Dataset extract:

━━━

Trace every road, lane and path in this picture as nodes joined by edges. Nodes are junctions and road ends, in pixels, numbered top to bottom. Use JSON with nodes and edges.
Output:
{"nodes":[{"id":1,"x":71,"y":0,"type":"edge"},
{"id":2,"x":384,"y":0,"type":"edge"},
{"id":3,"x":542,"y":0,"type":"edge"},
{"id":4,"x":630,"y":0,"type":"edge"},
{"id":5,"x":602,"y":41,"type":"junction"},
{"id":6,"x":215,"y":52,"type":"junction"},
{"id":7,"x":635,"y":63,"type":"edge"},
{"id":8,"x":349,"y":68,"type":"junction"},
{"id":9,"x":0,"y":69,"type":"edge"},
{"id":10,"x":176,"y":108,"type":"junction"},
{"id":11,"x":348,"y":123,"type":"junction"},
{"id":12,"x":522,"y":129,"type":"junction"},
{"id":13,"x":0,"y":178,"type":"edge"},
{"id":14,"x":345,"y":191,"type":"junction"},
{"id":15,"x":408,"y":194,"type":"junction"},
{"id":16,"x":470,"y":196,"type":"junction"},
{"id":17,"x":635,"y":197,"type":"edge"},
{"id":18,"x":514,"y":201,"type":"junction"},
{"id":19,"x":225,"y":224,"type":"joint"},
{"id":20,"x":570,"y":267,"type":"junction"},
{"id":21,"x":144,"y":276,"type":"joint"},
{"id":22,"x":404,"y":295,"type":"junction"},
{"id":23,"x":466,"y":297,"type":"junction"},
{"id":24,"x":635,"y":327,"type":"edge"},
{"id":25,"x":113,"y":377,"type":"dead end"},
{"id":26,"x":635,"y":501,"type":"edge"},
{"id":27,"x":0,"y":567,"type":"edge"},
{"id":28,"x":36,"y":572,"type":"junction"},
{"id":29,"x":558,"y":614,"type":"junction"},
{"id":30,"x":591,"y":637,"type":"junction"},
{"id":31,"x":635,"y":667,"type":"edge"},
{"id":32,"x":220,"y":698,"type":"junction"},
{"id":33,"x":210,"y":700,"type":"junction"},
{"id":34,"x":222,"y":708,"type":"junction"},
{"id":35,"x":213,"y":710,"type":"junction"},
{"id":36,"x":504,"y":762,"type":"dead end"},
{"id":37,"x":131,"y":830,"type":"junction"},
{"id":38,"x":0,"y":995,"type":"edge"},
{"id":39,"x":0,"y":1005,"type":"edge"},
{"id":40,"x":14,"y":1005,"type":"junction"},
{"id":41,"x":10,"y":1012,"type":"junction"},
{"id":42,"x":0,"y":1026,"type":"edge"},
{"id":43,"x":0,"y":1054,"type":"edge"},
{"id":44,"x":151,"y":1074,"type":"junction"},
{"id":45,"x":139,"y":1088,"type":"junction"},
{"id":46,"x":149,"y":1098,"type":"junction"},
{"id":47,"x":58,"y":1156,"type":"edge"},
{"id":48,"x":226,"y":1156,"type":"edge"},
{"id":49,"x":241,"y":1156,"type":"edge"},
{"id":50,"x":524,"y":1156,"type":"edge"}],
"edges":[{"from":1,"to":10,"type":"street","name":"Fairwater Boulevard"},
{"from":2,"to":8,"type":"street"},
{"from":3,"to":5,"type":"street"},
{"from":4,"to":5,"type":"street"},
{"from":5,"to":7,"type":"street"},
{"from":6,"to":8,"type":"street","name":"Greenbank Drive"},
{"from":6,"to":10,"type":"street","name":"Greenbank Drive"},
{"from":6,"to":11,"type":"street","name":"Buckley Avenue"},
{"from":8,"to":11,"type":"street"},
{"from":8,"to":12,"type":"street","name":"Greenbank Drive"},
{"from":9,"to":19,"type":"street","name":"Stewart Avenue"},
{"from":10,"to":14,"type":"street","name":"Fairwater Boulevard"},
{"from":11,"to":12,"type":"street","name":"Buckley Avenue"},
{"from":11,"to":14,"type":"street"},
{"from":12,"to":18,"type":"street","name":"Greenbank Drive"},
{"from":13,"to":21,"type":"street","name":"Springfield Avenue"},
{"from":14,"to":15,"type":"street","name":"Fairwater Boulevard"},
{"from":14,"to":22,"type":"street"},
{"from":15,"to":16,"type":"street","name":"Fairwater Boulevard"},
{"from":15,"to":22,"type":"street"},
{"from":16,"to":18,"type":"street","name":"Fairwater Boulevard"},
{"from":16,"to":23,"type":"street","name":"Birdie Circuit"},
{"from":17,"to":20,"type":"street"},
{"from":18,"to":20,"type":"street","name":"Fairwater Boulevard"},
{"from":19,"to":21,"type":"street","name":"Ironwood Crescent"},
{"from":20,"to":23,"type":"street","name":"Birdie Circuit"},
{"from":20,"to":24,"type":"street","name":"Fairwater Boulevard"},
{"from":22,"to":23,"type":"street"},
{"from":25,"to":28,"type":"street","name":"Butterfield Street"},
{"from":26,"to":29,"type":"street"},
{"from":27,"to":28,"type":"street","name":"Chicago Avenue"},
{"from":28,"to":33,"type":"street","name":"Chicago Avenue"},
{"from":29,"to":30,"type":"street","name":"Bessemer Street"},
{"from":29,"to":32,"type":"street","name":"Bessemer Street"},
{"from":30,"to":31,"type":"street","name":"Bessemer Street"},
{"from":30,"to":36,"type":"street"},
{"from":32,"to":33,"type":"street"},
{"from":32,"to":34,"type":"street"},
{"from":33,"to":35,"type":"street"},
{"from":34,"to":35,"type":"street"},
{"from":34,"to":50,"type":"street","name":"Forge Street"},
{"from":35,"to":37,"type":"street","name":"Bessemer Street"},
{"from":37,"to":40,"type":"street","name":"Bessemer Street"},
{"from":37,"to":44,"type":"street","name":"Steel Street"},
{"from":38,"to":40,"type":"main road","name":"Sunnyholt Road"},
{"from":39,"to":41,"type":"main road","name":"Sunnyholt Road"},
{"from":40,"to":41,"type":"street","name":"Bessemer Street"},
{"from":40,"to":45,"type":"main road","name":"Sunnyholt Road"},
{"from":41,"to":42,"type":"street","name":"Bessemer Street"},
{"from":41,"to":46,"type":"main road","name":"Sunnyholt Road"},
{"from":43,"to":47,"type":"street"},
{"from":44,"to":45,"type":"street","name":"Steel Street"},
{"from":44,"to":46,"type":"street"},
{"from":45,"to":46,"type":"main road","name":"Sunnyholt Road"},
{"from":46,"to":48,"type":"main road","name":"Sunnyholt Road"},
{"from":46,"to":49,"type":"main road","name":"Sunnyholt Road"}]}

━━━

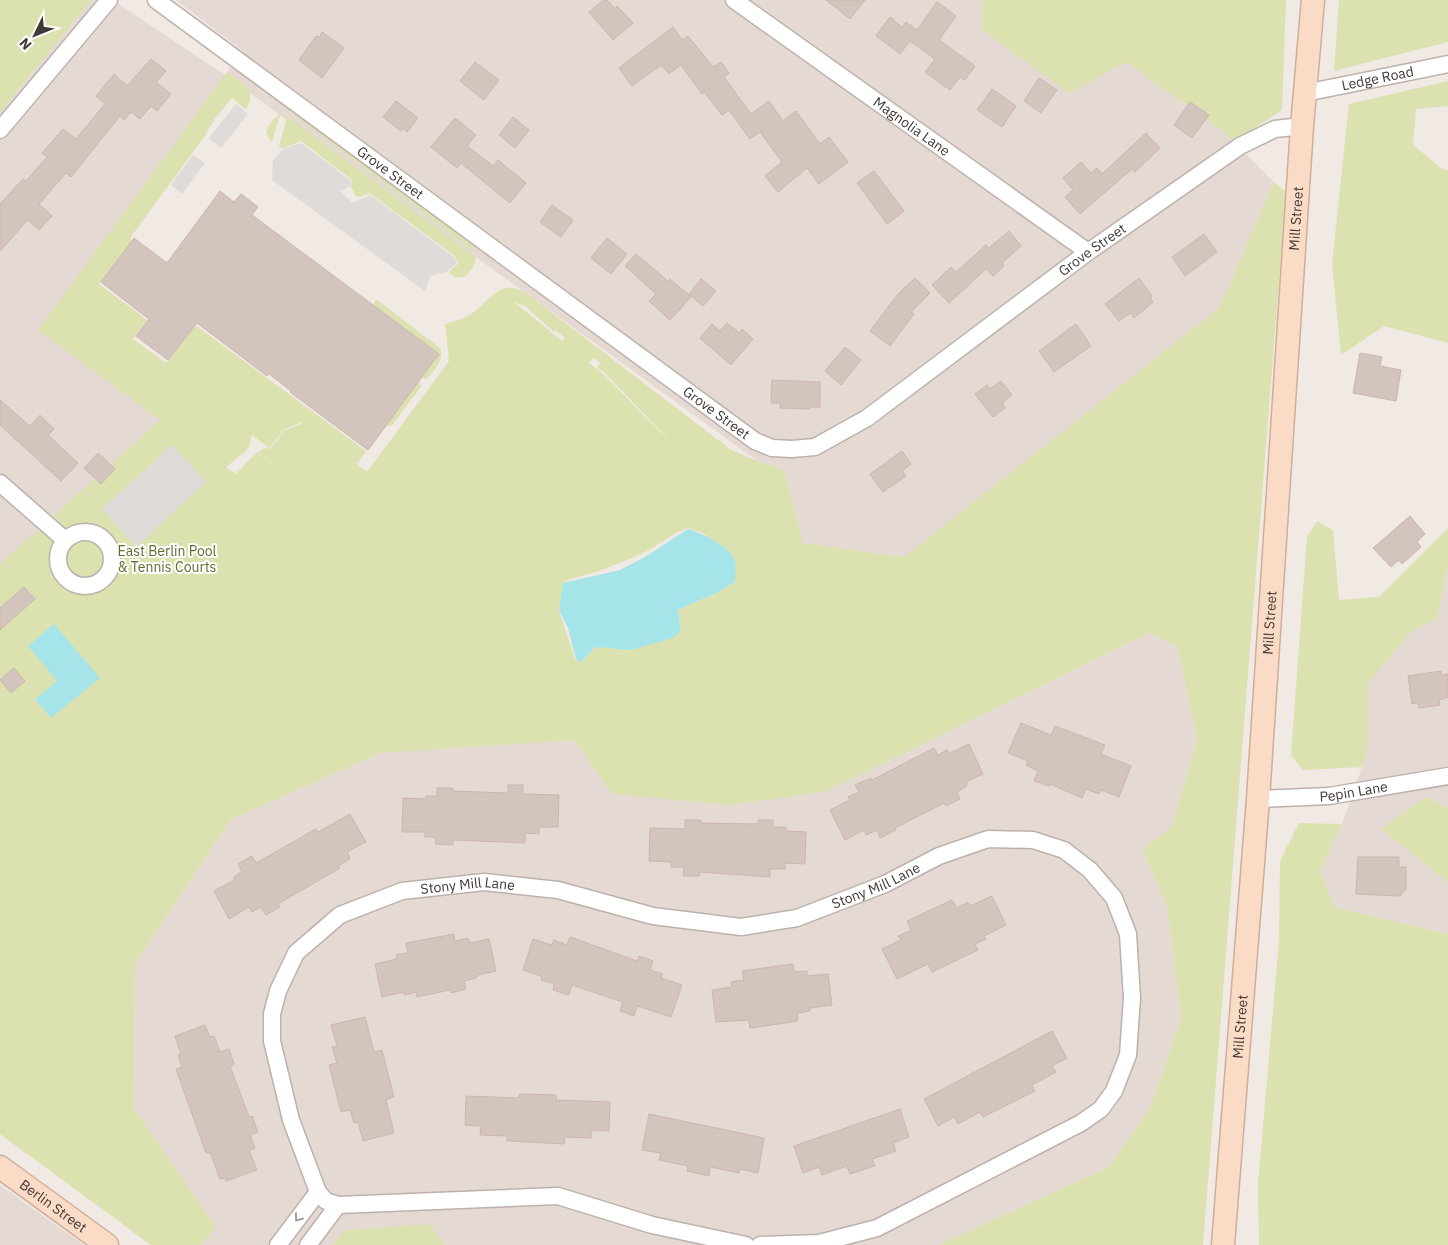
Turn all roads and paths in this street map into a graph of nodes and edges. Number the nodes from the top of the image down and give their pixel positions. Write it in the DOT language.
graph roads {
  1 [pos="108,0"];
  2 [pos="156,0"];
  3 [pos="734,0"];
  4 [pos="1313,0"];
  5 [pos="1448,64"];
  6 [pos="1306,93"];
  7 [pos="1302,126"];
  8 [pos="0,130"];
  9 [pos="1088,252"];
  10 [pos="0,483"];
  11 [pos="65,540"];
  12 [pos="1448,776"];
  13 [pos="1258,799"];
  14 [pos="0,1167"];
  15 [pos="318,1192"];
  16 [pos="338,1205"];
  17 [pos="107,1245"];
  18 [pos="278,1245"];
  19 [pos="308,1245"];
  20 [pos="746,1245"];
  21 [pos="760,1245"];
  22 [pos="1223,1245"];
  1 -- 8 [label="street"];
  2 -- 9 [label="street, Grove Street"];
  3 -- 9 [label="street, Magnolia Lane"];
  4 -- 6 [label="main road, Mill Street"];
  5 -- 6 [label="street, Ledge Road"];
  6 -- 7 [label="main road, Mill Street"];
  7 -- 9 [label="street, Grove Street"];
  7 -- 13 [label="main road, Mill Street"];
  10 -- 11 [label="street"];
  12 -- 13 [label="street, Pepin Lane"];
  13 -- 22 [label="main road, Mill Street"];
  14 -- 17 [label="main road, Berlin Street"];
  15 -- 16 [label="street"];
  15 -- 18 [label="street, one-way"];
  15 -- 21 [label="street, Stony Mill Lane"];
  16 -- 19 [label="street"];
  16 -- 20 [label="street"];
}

━━━

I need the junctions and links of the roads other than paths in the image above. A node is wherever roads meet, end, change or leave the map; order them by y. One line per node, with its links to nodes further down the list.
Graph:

━━━

Pull every line containing the string "junctions" out of the data above and copy it.

Trace every road, lane and path in this picture as nodes joined by edges. Nodes are junctions and road ends, in pixels, numbered top to bottom. Use JSON with nodes and edges.
I need the junctions and links of the roads other than paths in the image above. A node is wherever roads meet, end, change or leave the map; order them by y. One line per node, with its links to nodes further down the list.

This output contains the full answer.